Return all lines of the records that contain the word "true".

-- Raw data follows --

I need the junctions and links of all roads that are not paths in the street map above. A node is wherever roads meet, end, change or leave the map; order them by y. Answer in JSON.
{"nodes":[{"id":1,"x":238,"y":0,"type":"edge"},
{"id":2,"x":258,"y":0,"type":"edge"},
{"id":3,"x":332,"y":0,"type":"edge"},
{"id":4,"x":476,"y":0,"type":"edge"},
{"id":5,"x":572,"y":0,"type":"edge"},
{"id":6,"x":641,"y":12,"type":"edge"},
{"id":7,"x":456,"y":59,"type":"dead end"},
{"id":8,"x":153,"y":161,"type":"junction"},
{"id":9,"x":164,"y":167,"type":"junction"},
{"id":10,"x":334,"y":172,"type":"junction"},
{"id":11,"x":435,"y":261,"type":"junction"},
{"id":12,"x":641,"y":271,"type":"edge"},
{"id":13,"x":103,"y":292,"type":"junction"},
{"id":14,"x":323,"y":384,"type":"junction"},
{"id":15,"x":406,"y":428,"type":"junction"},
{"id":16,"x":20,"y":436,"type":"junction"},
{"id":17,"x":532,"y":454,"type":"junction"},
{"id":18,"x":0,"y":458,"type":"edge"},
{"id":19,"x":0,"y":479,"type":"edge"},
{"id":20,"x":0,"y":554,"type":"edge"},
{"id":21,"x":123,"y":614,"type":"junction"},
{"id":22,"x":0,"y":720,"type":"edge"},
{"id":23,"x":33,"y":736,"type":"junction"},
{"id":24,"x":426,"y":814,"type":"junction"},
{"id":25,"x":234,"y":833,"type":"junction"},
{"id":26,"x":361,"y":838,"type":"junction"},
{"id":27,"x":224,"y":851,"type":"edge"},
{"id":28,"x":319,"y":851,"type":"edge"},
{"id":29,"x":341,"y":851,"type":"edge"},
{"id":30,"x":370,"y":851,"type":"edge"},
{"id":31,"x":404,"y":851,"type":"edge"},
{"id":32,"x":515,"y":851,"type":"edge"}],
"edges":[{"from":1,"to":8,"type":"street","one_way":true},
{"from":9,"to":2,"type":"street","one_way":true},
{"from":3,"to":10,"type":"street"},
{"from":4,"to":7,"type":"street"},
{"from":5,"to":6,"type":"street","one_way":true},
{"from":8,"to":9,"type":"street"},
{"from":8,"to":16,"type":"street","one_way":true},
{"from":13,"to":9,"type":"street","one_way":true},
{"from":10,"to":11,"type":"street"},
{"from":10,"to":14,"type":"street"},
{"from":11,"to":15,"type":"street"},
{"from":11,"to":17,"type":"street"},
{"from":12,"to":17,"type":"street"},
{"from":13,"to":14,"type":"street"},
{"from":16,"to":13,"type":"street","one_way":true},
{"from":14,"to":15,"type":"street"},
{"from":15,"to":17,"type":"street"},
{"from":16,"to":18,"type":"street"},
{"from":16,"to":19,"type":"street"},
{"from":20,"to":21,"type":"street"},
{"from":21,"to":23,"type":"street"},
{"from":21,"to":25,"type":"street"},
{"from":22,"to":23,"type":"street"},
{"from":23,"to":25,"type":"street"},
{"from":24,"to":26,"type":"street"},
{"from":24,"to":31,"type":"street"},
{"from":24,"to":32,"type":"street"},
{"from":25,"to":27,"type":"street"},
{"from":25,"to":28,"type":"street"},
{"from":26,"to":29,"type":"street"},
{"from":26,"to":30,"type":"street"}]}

-- Raw data concluded --

The answer =
"edges":[{"from":1,"to":8,"type":"street","one_way":true},
{"from":9,"to":2,"type":"street","one_way":true},
{"from":5,"to":6,"type":"street","one_way":true},
{"from":8,"to":16,"type":"street","one_way":true},
{"from":13,"to":9,"type":"street","one_way":true},
{"from":16,"to":13,"type":"street","one_way":true},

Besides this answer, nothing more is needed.